> TASK DETAILS: Could you return every line of the material that contains the word "Cedar"?

==== PROVIDED ENTRIES ====

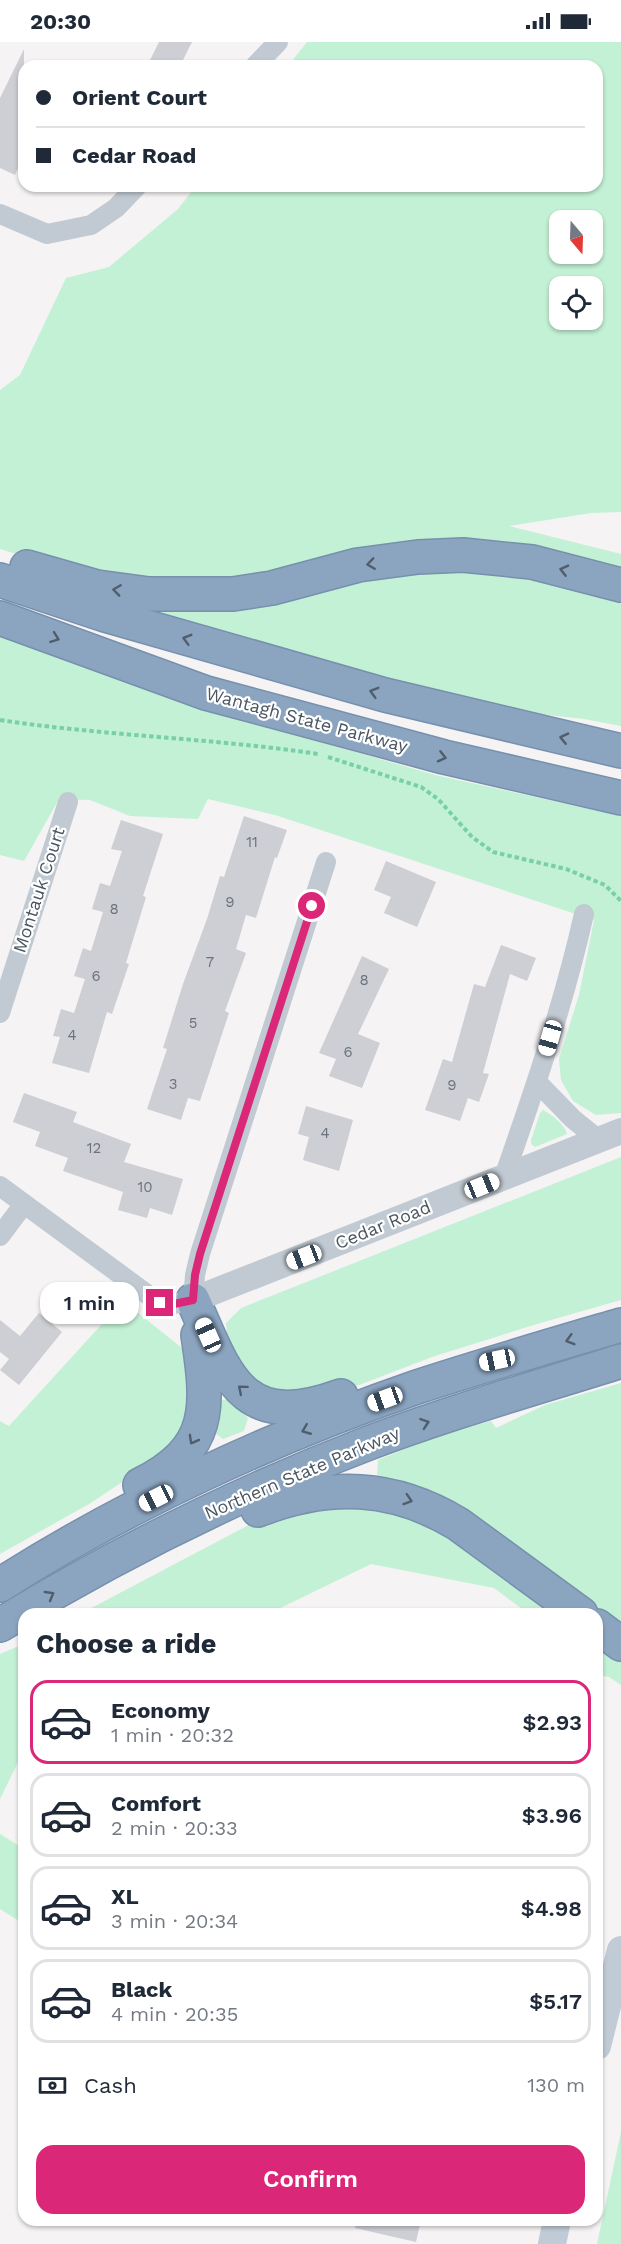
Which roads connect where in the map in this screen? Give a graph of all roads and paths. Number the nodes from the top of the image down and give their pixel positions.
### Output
1 (278, 42) edge
2 (261, 60) edge
3 (131, 192) edge
4 (0, 214) edge
5 (0, 559) edge
6 (0, 580) edge
7 (621, 585) edge
8 (0, 618) edge
9 (0, 720) edge
10 (621, 751) edge
11 (621, 798) edge
12 (68, 802) dead end
13 (326, 862) dead end
14 (621, 901) edge
15 (584, 914) dead end
16 (0, 1013) edge
17 (537, 1082) junction
18 (610, 1136) edge
19 (504, 1177) junction
20 (0, 1186) edge
21 (24, 1204) junction
22 (0, 1236) edge
23 (193, 1300) junction
24 (621, 1325) edge
25 (520, 1355) junction
26 (621, 1361) edge
27 (139, 1545) junction
28 (29, 1567) junction
29 (0, 1585) edge
30 (28, 1608) edge
31 (573, 1608) edge
32 (18, 1614) edge
33 (0, 1625) edge
34 (603, 1630) edge
35 (621, 1644) edge
36 (621, 1950) edge
37 (603, 2022) edge
38 (556, 2226) edge
39 (552, 2244) edge

1 - 2 street
3 - 4 street
7 -> 5 highway
10 -> 6 highway
8 -> 11 highway, Wantagh State Parkway
9 - 14 path
12 - 16 street, Montauk Court
13 - 23 street
15 - 17 street
17 - 18 street
17 - 19 street
18 - 19 street, Cedar Road
19 - 23 street, Cedar Road
20 - 21 street, Cedar Road
21 - 22 street
21 - 23 street, Cedar Road
25 -> 23 highway
23 -> 28 highway
24 -> 25 highway, Northern State Parkway
25 -> 28 highway, Northern State Parkway
27 -> 26 highway, Northern State Parkway
30 -> 27 highway, Northern State Parkway
27 -> 31 highway
28 - 29 highway, Northern State Parkway
33 -> 32 highway, Northern State Parkway
34 - 35 highway
36 - 37 main road
38 - 39 main road

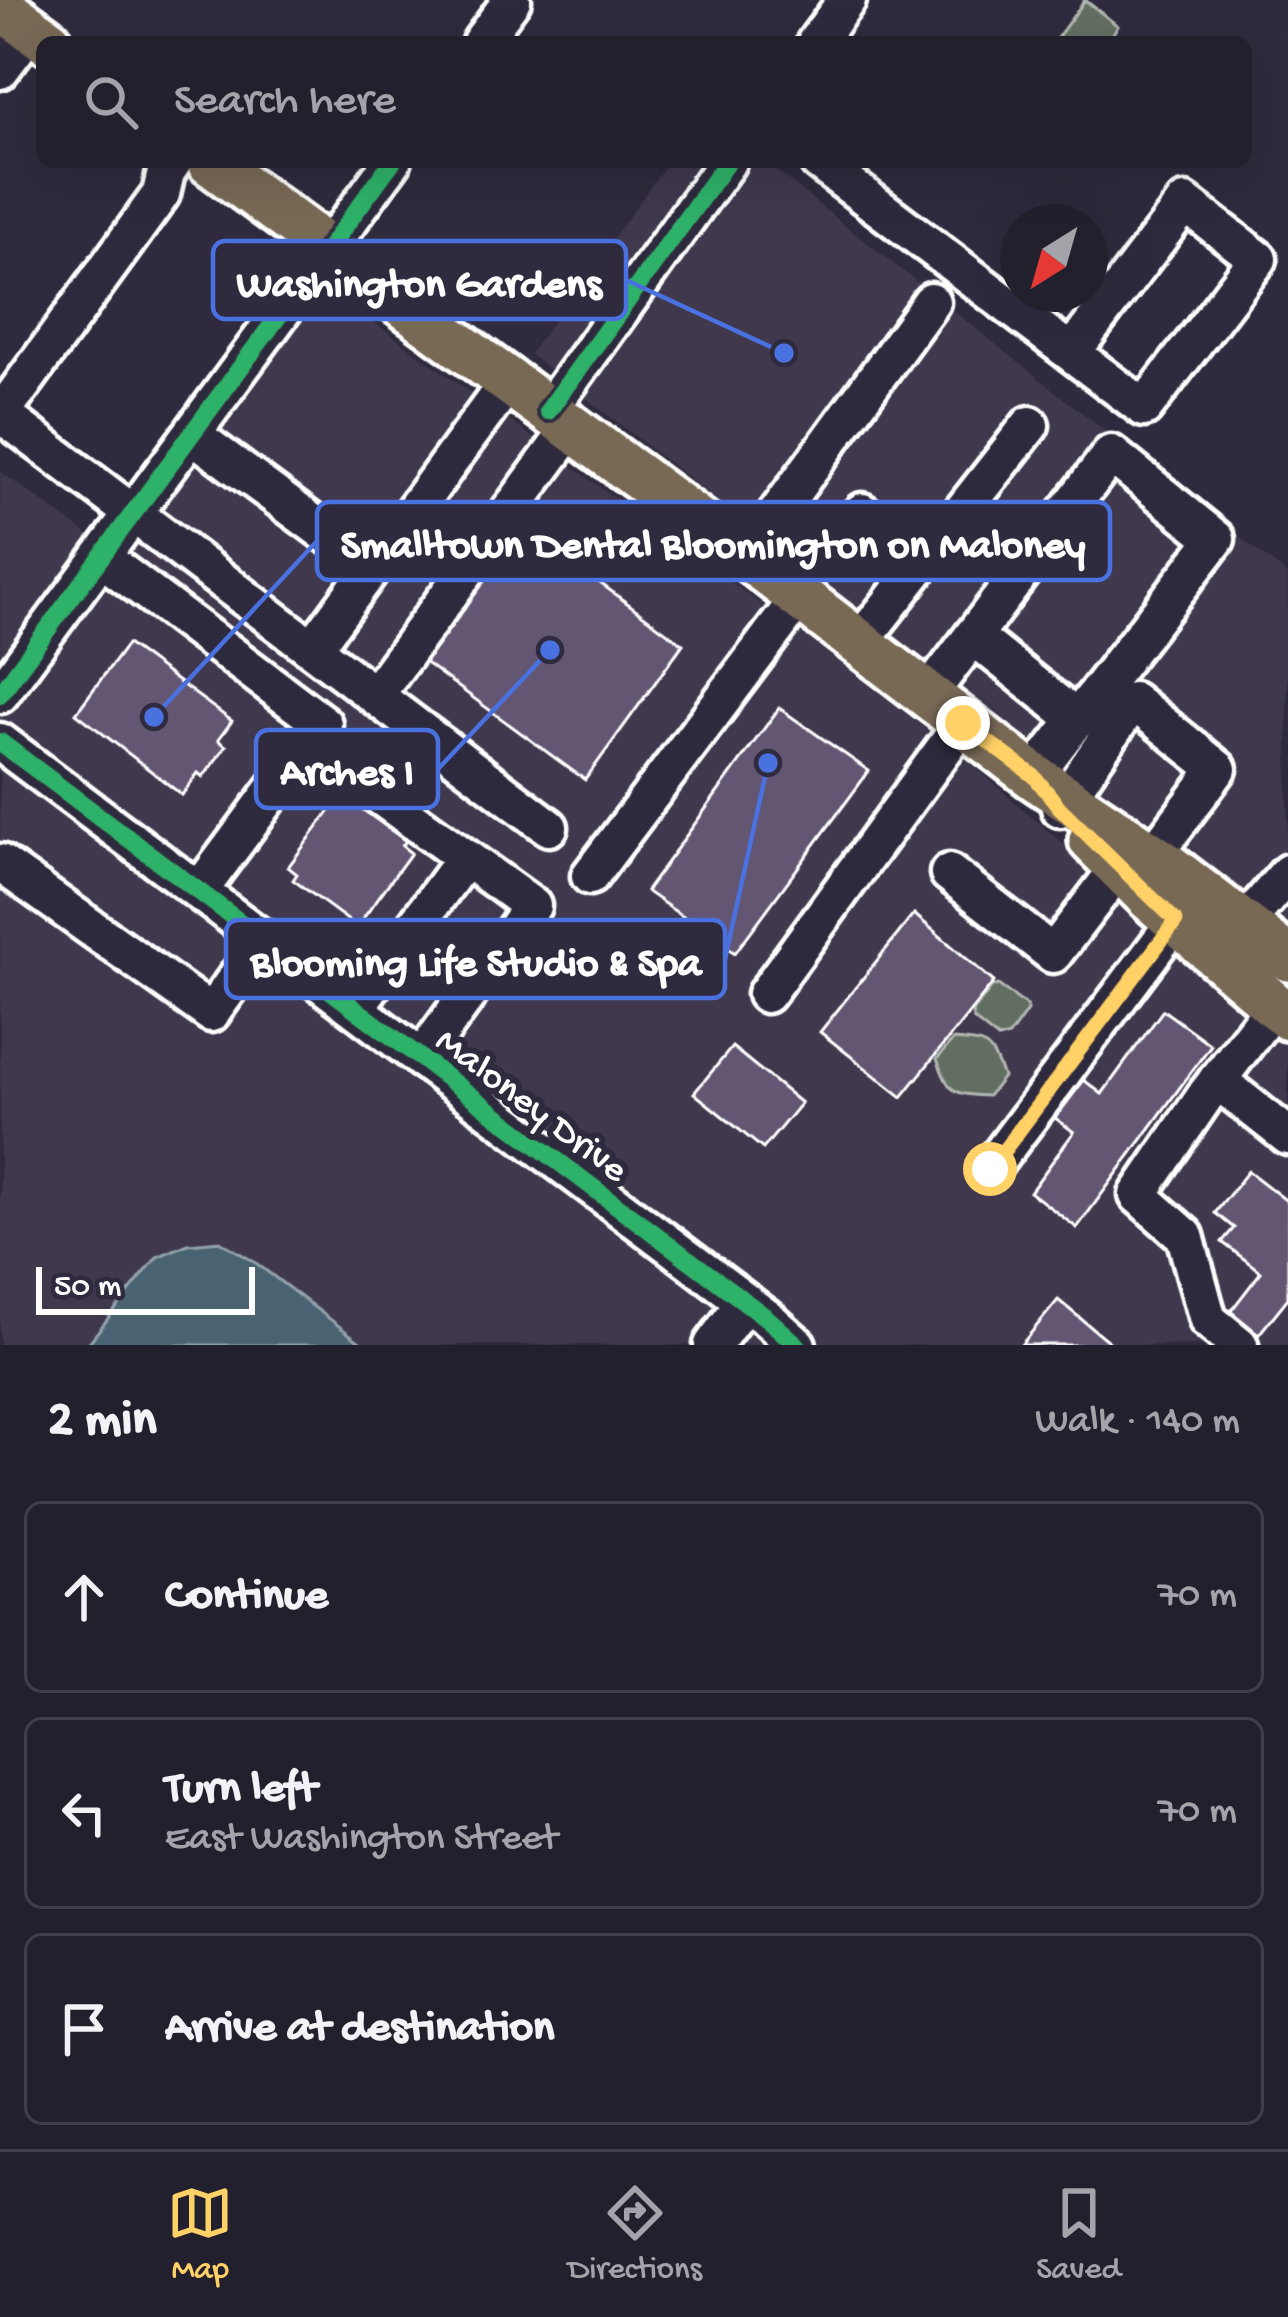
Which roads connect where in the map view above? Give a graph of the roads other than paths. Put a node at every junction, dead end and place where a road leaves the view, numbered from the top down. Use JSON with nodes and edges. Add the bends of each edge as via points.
{"nodes":[{"id":1,"x":512,"y":0,"type":"edge"},
{"id":2,"x":847,"y":0,"type":"edge"},
{"id":3,"x":27,"y":26,"type":"edge"},
{"id":4,"x":485,"y":36,"type":"edge"},
{"id":5,"x":820,"y":36,"type":"edge"},
{"id":6,"x":0,"y":70,"type":"edge"},
{"id":7,"x":176,"y":168,"type":"edge"},
{"id":8,"x":181,"y":168,"type":"edge"},
{"id":9,"x":188,"y":168,"type":"edge"},
{"id":10,"x":388,"y":168,"type":"edge"},
{"id":11,"x":723,"y":168,"type":"edge"},
{"id":12,"x":827,"y":168,"type":"edge"},
{"id":13,"x":327,"y":250,"type":"junction"},
{"id":14,"x":931,"y":302,"type":"dead end"},
{"id":15,"x":1072,"y":352,"type":"junction"},
{"id":16,"x":0,"y":378,"type":"edge"},
{"id":17,"x":508,"y":382,"type":"junction"},
{"id":18,"x":559,"y":419,"type":"junction"},
{"id":19,"x":1030,"y":425,"type":"dead end"},
{"id":20,"x":193,"y":434,"type":"junction"},
{"id":21,"x":134,"y":512,"type":"junction"},
{"id":22,"x":862,"y":512,"type":"dead end"},
{"id":23,"x":101,"y":556,"type":"junction"},
{"id":24,"x":746,"y":556,"type":"junction"},
{"id":25,"x":925,"y":560,"type":"junction"},
{"id":26,"x":372,"y":567,"type":"junction"},
{"id":27,"x":799,"y":598,"type":"junction"},
{"id":28,"x":973,"y":636,"type":"junction"},
{"id":29,"x":859,"y":643,"type":"junction"},
{"id":30,"x":313,"y":648,"type":"junction"},
{"id":31,"x":6,"y":673,"type":"edge"},
{"id":32,"x":375,"y":694,"type":"junction"},
{"id":33,"x":945,"y":709,"type":"junction"},
{"id":34,"x":1078,"y":720,"type":"junction"},
{"id":35,"x":0,"y":742,"type":"edge"},
{"id":36,"x":359,"y":781,"type":"dead end"},
{"id":37,"x":1054,"y":794,"type":"junction"},
{"id":38,"x":549,"y":827,"type":"dead end"},
{"id":39,"x":465,"y":858,"type":"junction"},
{"id":40,"x":0,"y":862,"type":"edge"},
{"id":41,"x":1135,"y":862,"type":"junction"},
{"id":42,"x":949,"y":873,"type":"dead end"},
{"id":43,"x":1288,"y":873,"type":"edge"},
{"id":44,"x":590,"y":876,"type":"dead end"},
{"id":45,"x":199,"y":891,"type":"junction"},
{"id":46,"x":1187,"y":905,"type":"junction"},
{"id":47,"x":263,"y":940,"type":"junction"},
{"id":48,"x":1230,"y":940,"type":"junction"},
{"id":49,"x":1288,"y":958,"type":"edge"},
{"id":50,"x":766,"y":994,"type":"dead end"},
{"id":51,"x":355,"y":1008,"type":"junction"},
{"id":52,"x":1281,"y":1011,"type":"edge"},
{"id":53,"x":422,"y":1059,"type":"junction"},
{"id":54,"x":1217,"y":1080,"type":"junction"},
{"id":55,"x":1288,"y":1136,"type":"edge"},
{"id":56,"x":990,"y":1169,"type":"dead end"},
{"id":57,"x":745,"y":1302,"type":"junction"},
{"id":58,"x":713,"y":1345,"type":"edge"},
{"id":59,"x":796,"y":1345,"type":"edge"},
{"id":60,"x":1240,"y":1345,"type":"edge"}],
"edges":[{"from":1,"to":4,"type":"street"},
{"from":2,"to":5,"type":"street"},
{"from":3,"to":6,"type":"street"},
{"from":7,"to":16,"type":"street","via":[[146,182]]},
{"from":8,"to":21,"type":"street","via":[[1,415]]},
{"from":9,"to":13,"type":"main road"},
{"from":10,"to":13,"type":"street"},
{"from":11,"to":18,"type":"street"},
{"from":12,"to":15,"type":"street"},
{"from":13,"to":17,"type":"main road"},
{"from":13,"to":20,"type":"street"},
{"from":14,"to":24,"type":"street"},
{"from":15,"to":15,"type":"street","via":[[1144,408],[1258,259],[1185,203]]},
{"from":17,"to":18,"type":"main road"},
{"from":17,"to":26,"type":"street"},
{"from":18,"to":24,"type":"main road"},
{"from":18,"to":32,"type":"street"},
{"from":19,"to":25,"type":"street"},
{"from":20,"to":21,"type":"street"},
{"from":20,"to":26,"type":"street"},
{"from":21,"to":23,"type":"street"},
{"from":21,"to":30,"type":"street"},
{"from":22,"to":25,"type":"street"},
{"from":23,"to":31,"type":"street"},
{"from":23,"to":45,"type":"street","via":[[323,724]]},
{"from":24,"to":27,"type":"main road"},
{"from":25,"to":29,"type":"street"},
{"from":26,"to":30,"type":"street"},
{"from":27,"to":29,"type":"main road"},
{"from":27,"to":44,"type":"street"},
{"from":28,"to":33,"type":"street"},
{"from":28,"to":34,"type":"street"},
{"from":28,"to":34,"type":"street","via":[[1111,454],[1216,539]]},
{"from":29,"to":33,"type":"main road"},
{"from":30,"to":32,"type":"street"},
{"from":32,"to":38,"type":"street"},
{"from":33,"to":37,"type":"main road"},
{"from":33,"to":50,"type":"street"},
{"from":34,"to":37,"type":"street"},
{"from":35,"to":45,"type":"street","name":"Maloney Drive"},
{"from":36,"to":39,"type":"street"},
{"from":37,"to":41,"type":"main road"},
{"from":37,"to":41,"type":"street","via":[[1133,701],[1218,769]]},
{"from":39,"to":51,"type":"street"},
{"from":39,"to":53,"type":"street","via":[[532,906]]},
{"from":40,"to":47,"type":"street","via":[[211,1012]]},
{"from":41,"to":42,"type":"street","via":[[1053,954]]},
{"from":41,"to":46,"type":"main road"},
{"from":43,"to":48,"type":"street"},
{"from":45,"to":47,"type":"street","name":"Maloney Drive"},
{"from":46,"to":48,"type":"main road"},
{"from":46,"to":56,"type":"street"},
{"from":47,"to":51,"type":"street","name":"Maloney Drive"},
{"from":48,"to":49,"type":"main road"},
{"from":48,"to":52,"type":"main road"},
{"from":51,"to":53,"type":"street","name":"Maloney Drive"},
{"from":52,"to":54,"type":"street"},
{"from":53,"to":57,"type":"street","name":"Maloney Drive"},
{"from":54,"to":55,"type":"street"},
{"from":54,"to":60,"type":"street","via":[[1138,1196],[1185,1236],[1208,1320]]},
{"from":57,"to":58,"type":"street"},
{"from":57,"to":59,"type":"street","name":"Maloney Drive"}]}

====

> EXERCISE SOLUTION:
18 - 19 street, Cedar Road
19 - 23 street, Cedar Road
20 - 21 street, Cedar Road
21 - 23 street, Cedar Road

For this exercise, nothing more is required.